What isn’t true are those culturally determined differences.  There are high context or low context cultures.  High context cultures look for meaning much more in body language, in how close someone is, in the use of pauses—examples are Japanese, Chinese, Arab, Greek, Spanish, Italian.  What occurred in the past, the relationship of people, the context has more meaning.

Low context cultures are more like us in the United States, or Scandinavians and Germans.  We’re more focused on the word; it’s the contract.  That, of course, isn’t at all what the relationship-building cultures are looking for.  We’re looking to close the deal and they’re looking to build the relationship.

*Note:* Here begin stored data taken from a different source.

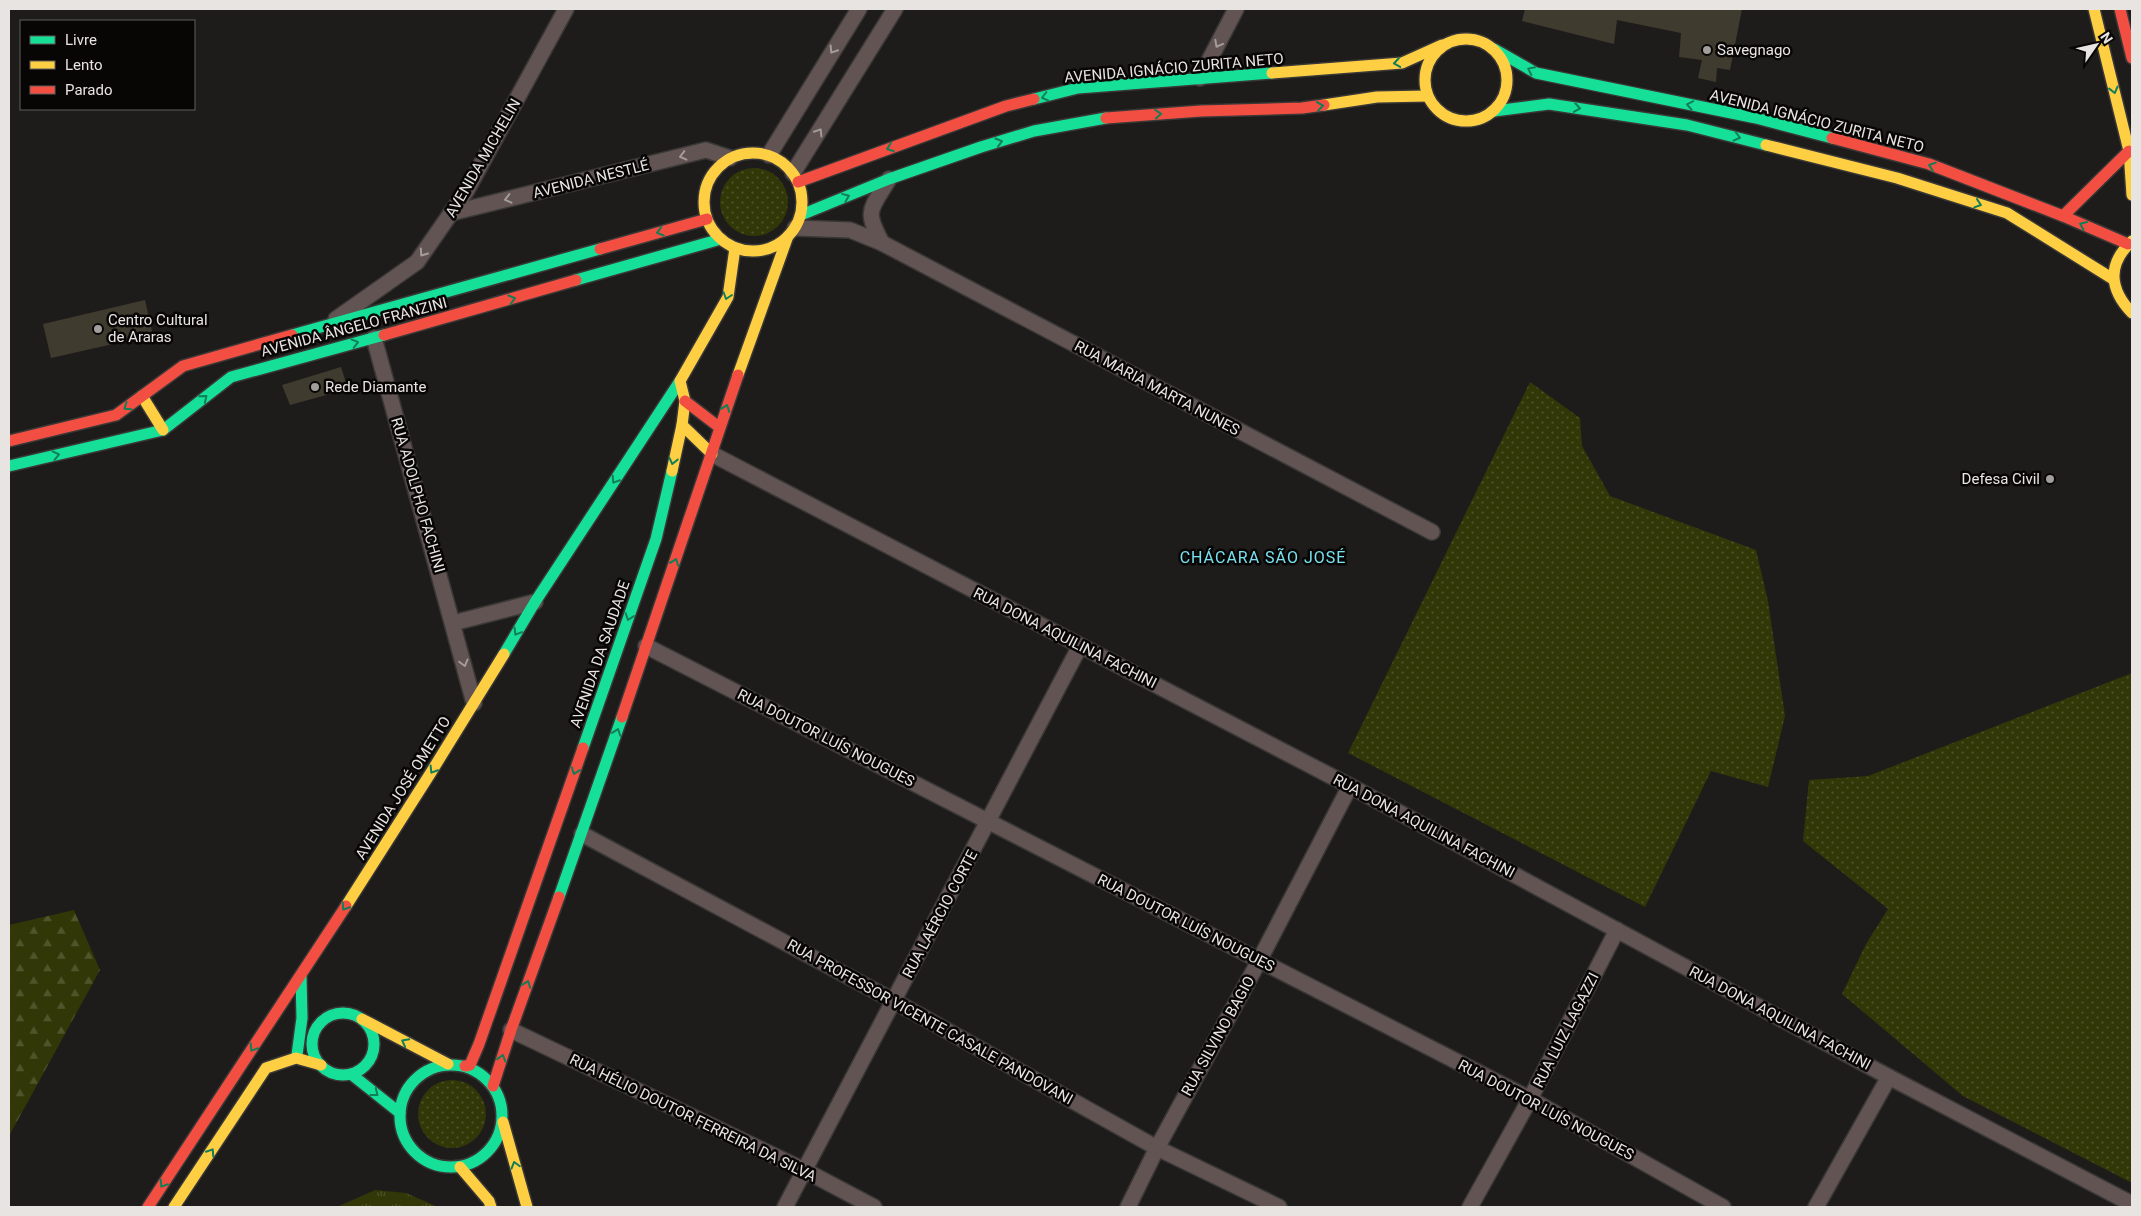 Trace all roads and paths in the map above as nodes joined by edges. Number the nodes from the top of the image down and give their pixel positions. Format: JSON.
{"nodes":[{"id":1,"x":566,"y":9,"type":"edge"},
{"id":2,"x":859,"y":9,"type":"edge"},
{"id":3,"x":895,"y":9,"type":"edge"},
{"id":4,"x":1236,"y":9,"type":"edge"},
{"id":5,"x":2094,"y":9,"type":"edge"},
{"id":6,"x":2120,"y":9,"type":"edge"},
{"id":7,"x":1442,"y":45,"type":"junction"},
{"id":8,"x":1494,"y":49,"type":"junction"},
{"id":9,"x":2132,"y":58,"type":"edge"},
{"id":10,"x":1200,"y":78,"type":"junction"},
{"id":11,"x":1428,"y":96,"type":"junction"},
{"id":12,"x":1494,"y":111,"type":"junction"},
{"id":13,"x":2129,"y":151,"type":"junction"},
{"id":14,"x":769,"y":155,"type":"junction"},
{"id":15,"x":730,"y":158,"type":"junction"},
{"id":16,"x":795,"y":178,"type":"junction"},
{"id":17,"x":888,"y":179,"type":"junction"},
{"id":18,"x":2132,"y":195,"type":"edge"},
{"id":19,"x":451,"y":213,"type":"junction"},
{"id":20,"x":2063,"y":216,"type":"junction"},
{"id":21,"x":707,"y":219,"type":"junction"},
{"id":22,"x":794,"y":226,"type":"junction"},
{"id":23,"x":721,"y":239,"type":"junction"},
{"id":24,"x":882,"y":243,"type":"junction"},
{"id":25,"x":2130,"y":243,"type":"edge"},
{"id":26,"x":735,"y":248,"type":"junction"},
{"id":27,"x":2113,"y":279,"type":"junction"},
{"id":28,"x":2132,"y":314,"type":"edge"},
{"id":29,"x":329,"y":324,"type":"junction"},
{"id":30,"x":374,"y":338,"type":"junction"},
{"id":31,"x":680,"y":381,"type":"junction"},
{"id":32,"x":142,"y":396,"type":"junction"},
{"id":33,"x":685,"y":402,"type":"junction"},
{"id":34,"x":682,"y":426,"type":"junction"},
{"id":35,"x":719,"y":428,"type":"junction"},
{"id":36,"x":163,"y":430,"type":"junction"},
{"id":37,"x":9,"y":441,"type":"edge"},
{"id":38,"x":712,"y":454,"type":"junction"},
{"id":39,"x":9,"y":466,"type":"edge"},
{"id":40,"x":1432,"y":532,"type":"dead end"},
{"id":41,"x":535,"y":602,"type":"junction"},
{"id":42,"x":453,"y":623,"type":"junction"},
{"id":43,"x":646,"y":646,"type":"junction"},
{"id":44,"x":1080,"y":646,"type":"junction"},
{"id":45,"x":474,"y":703,"type":"junction"},
{"id":46,"x":1350,"y":786,"type":"junction"},
{"id":47,"x":988,"y":822,"type":"junction"},
{"id":48,"x":582,"y":834,"type":"junction"},
{"id":49,"x":1617,"y":930,"type":"junction"},
{"id":50,"x":1259,"y":961,"type":"junction"},
{"id":51,"x":301,"y":976,"type":"junction"},
{"id":52,"x":894,"y":1001,"type":"junction"},
{"id":53,"x":280,"y":1008,"type":"junction"},
{"id":54,"x":342,"y":1013,"type":"junction"},
{"id":55,"x":302,"y":1018,"type":"junction"},
{"id":56,"x":360,"y":1018,"type":"junction"},
{"id":57,"x":511,"y":1030,"type":"junction"},
{"id":58,"x":296,"y":1058,"type":"junction"},
{"id":59,"x":448,"y":1064,"type":"junction"},
{"id":60,"x":321,"y":1065,"type":"junction"},
{"id":61,"x":466,"y":1066,"type":"junction"},
{"id":62,"x":351,"y":1074,"type":"junction"},
{"id":63,"x":1888,"y":1076,"type":"junction"},
{"id":64,"x":493,"y":1086,"type":"junction"},
{"id":65,"x":1530,"y":1099,"type":"junction"},
{"id":66,"x":400,"y":1113,"type":"junction"},
{"id":67,"x":503,"y":1122,"type":"junction"},
{"id":68,"x":1157,"y":1148,"type":"junction"},
{"id":69,"x":460,"y":1167,"type":"junction"},
{"id":70,"x":804,"y":1170,"type":"junction"},
{"id":71,"x":2132,"y":1204,"type":"edge"},
{"id":72,"x":148,"y":1207,"type":"edge"},
{"id":73,"x":174,"y":1207,"type":"edge"},
{"id":74,"x":491,"y":1207,"type":"edge"},
{"id":75,"x":527,"y":1207,"type":"edge"},
{"id":76,"x":785,"y":1207,"type":"edge"},
{"id":77,"x":874,"y":1207,"type":"edge"},
{"id":78,"x":1128,"y":1207,"type":"edge"},
{"id":79,"x":1279,"y":1207,"type":"edge"},
{"id":80,"x":1470,"y":1207,"type":"edge"},
{"id":81,"x":1723,"y":1207,"type":"edge"},
{"id":82,"x":1816,"y":1207,"type":"edge"}],
"edges":[{"from":1,"to":19,"type":"street","name":"AVENIDA MICHELIN"},
{"from":2,"to":14,"type":"street","one_way":true},
{"from":16,"to":3,"type":"street","one_way":true},
{"from":4,"to":10,"type":"street","one_way":true},
{"from":5,"to":13,"type":"main road","one_way":true},
{"from":6,"to":9,"type":"main road"},
{"from":7,"to":8,"type":"main road"},
{"from":7,"to":10,"type":"main road","name":"AVENIDA IGNÁCIO ZURITA NETO","one_way":true},
{"from":7,"to":11,"type":"main road"},
{"from":8,"to":12,"type":"main road"},
{"from":20,"to":8,"type":"main road","name":"AVENIDA IGNÁCIO ZURITA NETO","one_way":true},
{"from":10,"to":16,"type":"main road","name":"AVENIDA IGNÁCIO ZURITA NETO","one_way":true},
{"from":11,"to":12,"type":"main road"},
{"from":17,"to":11,"type":"main road","one_way":true},
{"from":12,"to":27,"type":"main road","one_way":true},
{"from":13,"to":18,"type":"main road"},
{"from":13,"to":20,"type":"main road"},
{"from":14,"to":15,"type":"main road"},
{"from":14,"to":16,"type":"main road"},
{"from":15,"to":19,"type":"street","name":"AVENIDA NESTLÉ","one_way":true},
{"from":15,"to":21,"type":"main road"},
{"from":16,"to":22,"type":"main road"},
{"from":22,"to":17,"type":"main road","one_way":true},
{"from":17,"to":24,"type":"street"},
{"from":19,"to":29,"type":"street","name":"AVENIDA MICHELIN","one_way":true},
{"from":25,"to":20,"type":"main road","name":"AVENIDA IGNÁCIO ZURITA NETO","one_way":true},
{"from":21,"to":23,"type":"main road"},
{"from":21,"to":29,"type":"main road","name":"AVENIDA ÂNGELO FRANZINI","one_way":true},
{"from":22,"to":24,"type":"street","name":"RUA MARIA MARTA NUNES"},
{"from":22,"to":26,"type":"main road"},
{"from":35,"to":22,"type":"main road","one_way":true},
{"from":23,"to":26,"type":"main road"},
{"from":30,"to":23,"type":"main road","name":"AVENIDA ÂNGELO FRANZINI","one_way":true},
{"from":24,"to":40,"type":"street","name":"RUA MARIA MARTA NUNES"},
{"from":25,"to":27,"type":"main road"},
{"from":26,"to":31,"type":"main road","one_way":true},
{"from":27,"to":28,"type":"main road"},
{"from":29,"to":32,"type":"main road","name":"AVENIDA ÂNGELO FRANZINI"},
{"from":36,"to":30,"type":"main road","name":"AVENIDA ÂNGELO FRANZINI","one_way":true},
{"from":30,"to":42,"type":"street","name":"RUA ADOLPHO FACHINI"},
{"from":31,"to":33,"type":"main road","name":"AVENIDA DA SAUDADE"},
{"from":31,"to":41,"type":"main road","name":"AVENIDA JOSÉ OMETTO","one_way":true},
{"from":32,"to":36,"type":"main road"},
{"from":32,"to":37,"type":"main road","name":"AVENIDA ÂNGELO FRANZINI","one_way":true},
{"from":33,"to":34,"type":"main road","name":"AVENIDA DA SAUDADE"},
{"from":33,"to":35,"type":"main road"},
{"from":34,"to":38,"type":"main road"},
{"from":34,"to":61,"type":"main road","name":"AVENIDA DA SAUDADE","one_way":true},
{"from":35,"to":38,"type":"main road"},
{"from":39,"to":36,"type":"main road","name":"AVENIDA ÂNGELO FRANZINI","one_way":true},
{"from":43,"to":38,"type":"main road","one_way":true},
{"from":38,"to":44,"type":"street","name":"RUA DONA AQUILINA FACHINI"},
{"from":41,"to":42,"type":"street"},
{"from":41,"to":45,"type":"main road","name":"AVENIDA JOSÉ OMETTO","one_way":true},
{"from":42,"to":45,"type":"street","name":"RUA ADOLPHO FACHINI","one_way":true},
{"from":43,"to":47,"type":"street","name":"RUA DOUTOR LUÍS NOUGUES"},
{"from":48,"to":43,"type":"main road","one_way":true},
{"from":44,"to":46,"type":"street","name":"RUA DONA AQUILINA FACHINI"},
{"from":44,"to":47,"type":"street","name":"RUA LAÉRCIO CORTE"},
{"from":45,"to":51,"type":"main road","name":"AVENIDA JOSÉ OMETTO","one_way":true},
{"from":46,"to":49,"type":"street","name":"RUA DONA AQUILINA FACHINI"},
{"from":46,"to":50,"type":"street","name":"RUA SILVINO BAGIO"},
{"from":47,"to":50,"type":"street","name":"RUA DOUTOR LUÍS NOUGUES"},
{"from":47,"to":52,"type":"street","name":"RUA LAÉRCIO CORTE"},
{"from":48,"to":52,"type":"street","name":"RUA PROFESSOR VICENTE CASALE PANDOVANI"},
{"from":57,"to":48,"type":"main road","one_way":true},
{"from":49,"to":63,"type":"street","name":"RUA DONA AQUILINA FACHINI"},
{"from":49,"to":65,"type":"street","name":"RUA LUIZ LAGAZZI"},
{"from":50,"to":65,"type":"street","name":"RUA DOUTOR LUÍS NOUGUES"},
{"from":50,"to":68,"type":"street","name":"RUA SILVINO BAGIO"},
{"from":51,"to":53,"type":"main road","name":"AVENIDA JOSÉ OMETTO"},
{"from":51,"to":55,"type":"main road"},
{"from":52,"to":68,"type":"street","name":"RUA PROFESSOR VICENTE CASALE PANDOVANI"},
{"from":52,"to":70,"type":"street","name":"RUA LAÉRCIO CORTE"},
{"from":53,"to":55,"type":"main road"},
{"from":53,"to":72,"type":"main road","name":"AVENIDA JOSÉ OMETTO","one_way":true},
{"from":54,"to":55,"type":"main road"},
{"from":54,"to":56,"type":"main road"},
{"from":54,"to":60,"type":"main road"},
{"from":55,"to":58,"type":"main road"},
{"from":59,"to":56,"type":"main road","one_way":true},
{"from":56,"to":62,"type":"main road"},
{"from":64,"to":57,"type":"main road","one_way":true},
{"from":57,"to":70,"type":"street","name":"RUA HÉLIO DOUTOR FERREIRA DA SILVA"},
{"from":58,"to":60,"type":"main road"},
{"from":73,"to":58,"type":"main road","one_way":true},
{"from":59,"to":61,"type":"main road"},
{"from":59,"to":66,"type":"main road"},
{"from":60,"to":62,"type":"main road"},
{"from":61,"to":64,"type":"main road"},
{"from":62,"to":66,"type":"main road","one_way":true},
{"from":63,"to":71,"type":"street","name":"RUA DONA AQUILINA FACHINI"},
{"from":63,"to":82,"type":"street"},
{"from":64,"to":67,"type":"main road"},
{"from":65,"to":80,"type":"street","name":"RUA LUIZ LAGAZZI"},
{"from":65,"to":81,"type":"street","name":"RUA DOUTOR LUÍS NOUGUES"},
{"from":66,"to":69,"type":"main road"},
{"from":67,"to":69,"type":"main road"},
{"from":75,"to":67,"type":"main road","one_way":true},
{"from":68,"to":78,"type":"street","name":"RUA SILVINO BAGIO"},
{"from":68,"to":79,"type":"street","name":"RUA PROFESSOR VICENTE CASALE PANDOVANI"},
{"from":69,"to":74,"type":"main road"},
{"from":70,"to":76,"type":"street","name":"RUA LAÉRCIO CORTE"},
{"from":70,"to":77,"type":"street","name":"RUA HÉLIO DOUTOR FERREIRA DA SILVA"}]}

There are differences in how close we stand to each other.  Women would stand a little bit closer than two men who were talking.  But because we’re American, we’d stand a little farther apart than if we were French or Spanish.  We think they’re in our face, they think we’re stand-offish.  We’re a very touch-phobic society.  In Venezuela, they hug, they touch all the time.  Many cultures are even more touch-averse than we are, like the Japanese.

Emblematic gestures are culturally determined—the culture has agreed upon their meaning.  The OK sign means great over here, in France it means worthless, in many cultures it’s an obscene gesture!

The place we’re the same is universal emotional expressions.  This was long ago thought to be true—Darwin said so, sociologists said so.  Paul Ekman did a study on this.  There are seven universal expressions: joy, surprise, sadness, anger, fear, disgust and contempt.

Anywhere you are, joy looks the same.  If you think of the Olympics, when people win the Olympics, it doesn’t matter where they’re from—it looks the same.